▼

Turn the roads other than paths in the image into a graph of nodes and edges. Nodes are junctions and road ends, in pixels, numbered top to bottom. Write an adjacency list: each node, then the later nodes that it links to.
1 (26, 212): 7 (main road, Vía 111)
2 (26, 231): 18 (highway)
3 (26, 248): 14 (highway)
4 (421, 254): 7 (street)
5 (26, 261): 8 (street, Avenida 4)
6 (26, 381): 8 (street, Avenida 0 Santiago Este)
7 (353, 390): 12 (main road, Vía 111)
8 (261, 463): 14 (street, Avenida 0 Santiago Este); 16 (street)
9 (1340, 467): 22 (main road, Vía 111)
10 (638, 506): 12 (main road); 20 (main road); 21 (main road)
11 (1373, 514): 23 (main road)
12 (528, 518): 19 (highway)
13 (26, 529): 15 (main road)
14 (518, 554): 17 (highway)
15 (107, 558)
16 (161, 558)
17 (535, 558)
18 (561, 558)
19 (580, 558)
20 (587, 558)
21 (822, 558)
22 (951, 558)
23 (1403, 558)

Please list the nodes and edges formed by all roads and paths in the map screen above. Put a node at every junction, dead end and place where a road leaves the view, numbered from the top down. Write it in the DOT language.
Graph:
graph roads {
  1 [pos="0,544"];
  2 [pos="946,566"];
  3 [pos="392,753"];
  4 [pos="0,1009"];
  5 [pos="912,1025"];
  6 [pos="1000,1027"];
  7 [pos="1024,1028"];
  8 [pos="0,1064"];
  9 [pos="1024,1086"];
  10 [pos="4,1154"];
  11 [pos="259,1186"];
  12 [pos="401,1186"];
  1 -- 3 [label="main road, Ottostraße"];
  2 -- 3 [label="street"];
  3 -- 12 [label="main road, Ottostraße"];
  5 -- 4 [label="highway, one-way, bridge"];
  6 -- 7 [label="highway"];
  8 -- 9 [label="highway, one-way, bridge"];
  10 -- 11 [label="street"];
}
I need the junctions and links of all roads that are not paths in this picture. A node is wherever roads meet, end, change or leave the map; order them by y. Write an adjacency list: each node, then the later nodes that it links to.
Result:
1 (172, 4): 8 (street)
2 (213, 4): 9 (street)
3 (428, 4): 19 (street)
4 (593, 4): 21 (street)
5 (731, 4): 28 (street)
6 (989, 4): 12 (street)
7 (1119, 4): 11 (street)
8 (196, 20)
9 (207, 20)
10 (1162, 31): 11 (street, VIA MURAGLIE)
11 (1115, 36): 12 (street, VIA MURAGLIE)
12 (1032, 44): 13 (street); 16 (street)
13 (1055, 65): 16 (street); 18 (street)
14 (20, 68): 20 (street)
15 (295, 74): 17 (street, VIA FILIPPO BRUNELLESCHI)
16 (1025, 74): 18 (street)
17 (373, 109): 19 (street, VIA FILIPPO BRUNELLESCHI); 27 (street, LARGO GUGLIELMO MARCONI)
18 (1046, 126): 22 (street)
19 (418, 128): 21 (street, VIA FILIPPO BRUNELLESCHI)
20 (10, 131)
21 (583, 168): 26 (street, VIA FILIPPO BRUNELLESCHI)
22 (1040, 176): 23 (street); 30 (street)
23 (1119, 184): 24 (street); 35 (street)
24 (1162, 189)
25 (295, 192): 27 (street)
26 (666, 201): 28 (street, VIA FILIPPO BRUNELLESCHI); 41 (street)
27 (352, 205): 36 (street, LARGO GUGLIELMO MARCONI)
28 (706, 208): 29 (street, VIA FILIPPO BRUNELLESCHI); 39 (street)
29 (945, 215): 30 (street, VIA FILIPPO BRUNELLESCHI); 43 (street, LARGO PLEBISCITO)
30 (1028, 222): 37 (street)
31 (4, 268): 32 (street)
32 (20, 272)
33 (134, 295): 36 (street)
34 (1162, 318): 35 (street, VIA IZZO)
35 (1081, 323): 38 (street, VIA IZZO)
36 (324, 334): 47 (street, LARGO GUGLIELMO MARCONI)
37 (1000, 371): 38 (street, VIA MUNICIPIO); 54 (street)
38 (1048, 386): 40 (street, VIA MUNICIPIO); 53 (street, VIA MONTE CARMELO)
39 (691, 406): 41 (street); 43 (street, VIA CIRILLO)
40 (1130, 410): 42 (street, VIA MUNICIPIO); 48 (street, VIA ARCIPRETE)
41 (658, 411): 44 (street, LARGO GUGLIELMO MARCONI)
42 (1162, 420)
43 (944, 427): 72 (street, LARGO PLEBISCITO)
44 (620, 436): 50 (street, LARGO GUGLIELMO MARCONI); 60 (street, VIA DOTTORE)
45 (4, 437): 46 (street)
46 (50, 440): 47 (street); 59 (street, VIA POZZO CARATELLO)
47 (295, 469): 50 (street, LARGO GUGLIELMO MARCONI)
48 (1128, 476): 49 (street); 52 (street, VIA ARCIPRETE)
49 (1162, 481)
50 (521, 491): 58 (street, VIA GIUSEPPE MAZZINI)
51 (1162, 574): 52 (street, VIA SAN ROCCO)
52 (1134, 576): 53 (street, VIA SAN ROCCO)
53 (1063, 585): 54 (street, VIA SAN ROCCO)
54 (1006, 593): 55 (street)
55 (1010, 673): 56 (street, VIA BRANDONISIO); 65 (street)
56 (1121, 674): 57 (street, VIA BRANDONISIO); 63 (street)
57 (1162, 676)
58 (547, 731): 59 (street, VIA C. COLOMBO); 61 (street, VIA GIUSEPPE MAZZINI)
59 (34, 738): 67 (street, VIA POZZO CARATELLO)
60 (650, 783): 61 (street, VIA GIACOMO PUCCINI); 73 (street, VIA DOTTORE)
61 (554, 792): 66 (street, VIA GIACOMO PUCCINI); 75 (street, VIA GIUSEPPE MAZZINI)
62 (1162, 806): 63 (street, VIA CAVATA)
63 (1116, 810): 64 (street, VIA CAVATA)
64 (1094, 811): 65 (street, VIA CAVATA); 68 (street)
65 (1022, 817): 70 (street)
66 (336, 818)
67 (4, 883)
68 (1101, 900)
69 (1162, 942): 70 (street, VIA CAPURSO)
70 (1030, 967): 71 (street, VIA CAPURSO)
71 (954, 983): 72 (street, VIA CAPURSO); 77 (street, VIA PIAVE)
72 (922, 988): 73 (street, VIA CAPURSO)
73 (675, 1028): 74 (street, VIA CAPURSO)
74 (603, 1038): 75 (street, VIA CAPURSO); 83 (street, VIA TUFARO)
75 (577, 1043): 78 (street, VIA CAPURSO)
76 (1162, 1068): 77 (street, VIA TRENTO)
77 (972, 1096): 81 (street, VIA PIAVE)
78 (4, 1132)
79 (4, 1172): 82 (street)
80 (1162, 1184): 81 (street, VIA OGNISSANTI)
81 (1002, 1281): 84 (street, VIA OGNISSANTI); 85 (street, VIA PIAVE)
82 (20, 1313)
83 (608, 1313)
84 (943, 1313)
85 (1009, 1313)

▲

→ Work task:
Give the listing again in its entirety, exactly as written.

→ Solved exercise:
Turn the roads other than paths in the image into a graph of nodes and edges. Nodes are junctions and road ends, in pixels, numbered top to bottom. Write an adjacency list: each node, then the later nodes that it links to.
1 (26, 212): 7 (main road, Vía 111)
2 (26, 231): 18 (highway)
3 (26, 248): 14 (highway)
4 (421, 254): 7 (street)
5 (26, 261): 8 (street, Avenida 4)
6 (26, 381): 8 (street, Avenida 0 Santiago Este)
7 (353, 390): 12 (main road, Vía 111)
8 (261, 463): 14 (street, Avenida 0 Santiago Este); 16 (street)
9 (1340, 467): 22 (main road, Vía 111)
10 (638, 506): 12 (main road); 20 (main road); 21 (main road)
11 (1373, 514): 23 (main road)
12 (528, 518): 19 (highway)
13 (26, 529): 15 (main road)
14 (518, 554): 17 (highway)
15 (107, 558)
16 (161, 558)
17 (535, 558)
18 (561, 558)
19 (580, 558)
20 (587, 558)
21 (822, 558)
22 (951, 558)
23 (1403, 558)

Please list the nodes and edges formed by all roads and paths in the map screen above. Put a node at every junction, dead end and place where a road leaves the view, numbered from the top down. Write it in the DOT language.
Graph:
graph roads {
  1 [pos="0,544"];
  2 [pos="946,566"];
  3 [pos="392,753"];
  4 [pos="0,1009"];
  5 [pos="912,1025"];
  6 [pos="1000,1027"];
  7 [pos="1024,1028"];
  8 [pos="0,1064"];
  9 [pos="1024,1086"];
  10 [pos="4,1154"];
  11 [pos="259,1186"];
  12 [pos="401,1186"];
  1 -- 3 [label="main road, Ottostraße"];
  2 -- 3 [label="street"];
  3 -- 12 [label="main road, Ottostraße"];
  5 -- 4 [label="highway, one-way, bridge"];
  6 -- 7 [label="highway"];
  8 -- 9 [label="highway, one-way, bridge"];
  10 -- 11 [label="street"];
}
I need the junctions and links of all roads that are not paths in this picture. A node is wherever roads meet, end, change or leave the map; order them by y. Write an adjacency list: each node, then the later nodes that it links to.
Result:
1 (172, 4): 8 (street)
2 (213, 4): 9 (street)
3 (428, 4): 19 (street)
4 (593, 4): 21 (street)
5 (731, 4): 28 (street)
6 (989, 4): 12 (street)
7 (1119, 4): 11 (street)
8 (196, 20)
9 (207, 20)
10 (1162, 31): 11 (street, VIA MURAGLIE)
11 (1115, 36): 12 (street, VIA MURAGLIE)
12 (1032, 44): 13 (street); 16 (street)
13 (1055, 65): 16 (street); 18 (street)
14 (20, 68): 20 (street)
15 (295, 74): 17 (street, VIA FILIPPO BRUNELLESCHI)
16 (1025, 74): 18 (street)
17 (373, 109): 19 (street, VIA FILIPPO BRUNELLESCHI); 27 (street, LARGO GUGLIELMO MARCONI)
18 (1046, 126): 22 (street)
19 (418, 128): 21 (street, VIA FILIPPO BRUNELLESCHI)
20 (10, 131)
21 (583, 168): 26 (street, VIA FILIPPO BRUNELLESCHI)
22 (1040, 176): 23 (street); 30 (street)
23 (1119, 184): 24 (street); 35 (street)
24 (1162, 189)
25 (295, 192): 27 (street)
26 (666, 201): 28 (street, VIA FILIPPO BRUNELLESCHI); 41 (street)
27 (352, 205): 36 (street, LARGO GUGLIELMO MARCONI)
28 (706, 208): 29 (street, VIA FILIPPO BRUNELLESCHI); 39 (street)
29 (945, 215): 30 (street, VIA FILIPPO BRUNELLESCHI); 43 (street, LARGO PLEBISCITO)
30 (1028, 222): 37 (street)
31 (4, 268): 32 (street)
32 (20, 272)
33 (134, 295): 36 (street)
34 (1162, 318): 35 (street, VIA IZZO)
35 (1081, 323): 38 (street, VIA IZZO)
36 (324, 334): 47 (street, LARGO GUGLIELMO MARCONI)
37 (1000, 371): 38 (street, VIA MUNICIPIO); 54 (street)
38 (1048, 386): 40 (street, VIA MUNICIPIO); 53 (street, VIA MONTE CARMELO)
39 (691, 406): 41 (street); 43 (street, VIA CIRILLO)
40 (1130, 410): 42 (street, VIA MUNICIPIO); 48 (street, VIA ARCIPRETE)
41 (658, 411): 44 (street, LARGO GUGLIELMO MARCONI)
42 (1162, 420)
43 (944, 427): 72 (street, LARGO PLEBISCITO)
44 (620, 436): 50 (street, LARGO GUGLIELMO MARCONI); 60 (street, VIA DOTTORE)
45 (4, 437): 46 (street)
46 (50, 440): 47 (street); 59 (street, VIA POZZO CARATELLO)
47 (295, 469): 50 (street, LARGO GUGLIELMO MARCONI)
48 (1128, 476): 49 (street); 52 (street, VIA ARCIPRETE)
49 (1162, 481)
50 (521, 491): 58 (street, VIA GIUSEPPE MAZZINI)
51 (1162, 574): 52 (street, VIA SAN ROCCO)
52 (1134, 576): 53 (street, VIA SAN ROCCO)
53 (1063, 585): 54 (street, VIA SAN ROCCO)
54 (1006, 593): 55 (street)
55 (1010, 673): 56 (street, VIA BRANDONISIO); 65 (street)
56 (1121, 674): 57 (street, VIA BRANDONISIO); 63 (street)
57 (1162, 676)
58 (547, 731): 59 (street, VIA C. COLOMBO); 61 (street, VIA GIUSEPPE MAZZINI)
59 (34, 738): 67 (street, VIA POZZO CARATELLO)
60 (650, 783): 61 (street, VIA GIACOMO PUCCINI); 73 (street, VIA DOTTORE)
61 (554, 792): 66 (street, VIA GIACOMO PUCCINI); 75 (street, VIA GIUSEPPE MAZZINI)
62 (1162, 806): 63 (street, VIA CAVATA)
63 (1116, 810): 64 (street, VIA CAVATA)
64 (1094, 811): 65 (street, VIA CAVATA); 68 (street)
65 (1022, 817): 70 (street)
66 (336, 818)
67 (4, 883)
68 (1101, 900)
69 (1162, 942): 70 (street, VIA CAPURSO)
70 (1030, 967): 71 (street, VIA CAPURSO)
71 (954, 983): 72 (street, VIA CAPURSO); 77 (street, VIA PIAVE)
72 (922, 988): 73 (street, VIA CAPURSO)
73 (675, 1028): 74 (street, VIA CAPURSO)
74 (603, 1038): 75 (street, VIA CAPURSO); 83 (street, VIA TUFARO)
75 (577, 1043): 78 (street, VIA CAPURSO)
76 (1162, 1068): 77 (street, VIA TRENTO)
77 (972, 1096): 81 (street, VIA PIAVE)
78 (4, 1132)
79 (4, 1172): 82 (street)
80 (1162, 1184): 81 (street, VIA OGNISSANTI)
81 (1002, 1281): 84 (street, VIA OGNISSANTI); 85 (street, VIA PIAVE)
82 (20, 1313)
83 (608, 1313)
84 (943, 1313)
85 (1009, 1313)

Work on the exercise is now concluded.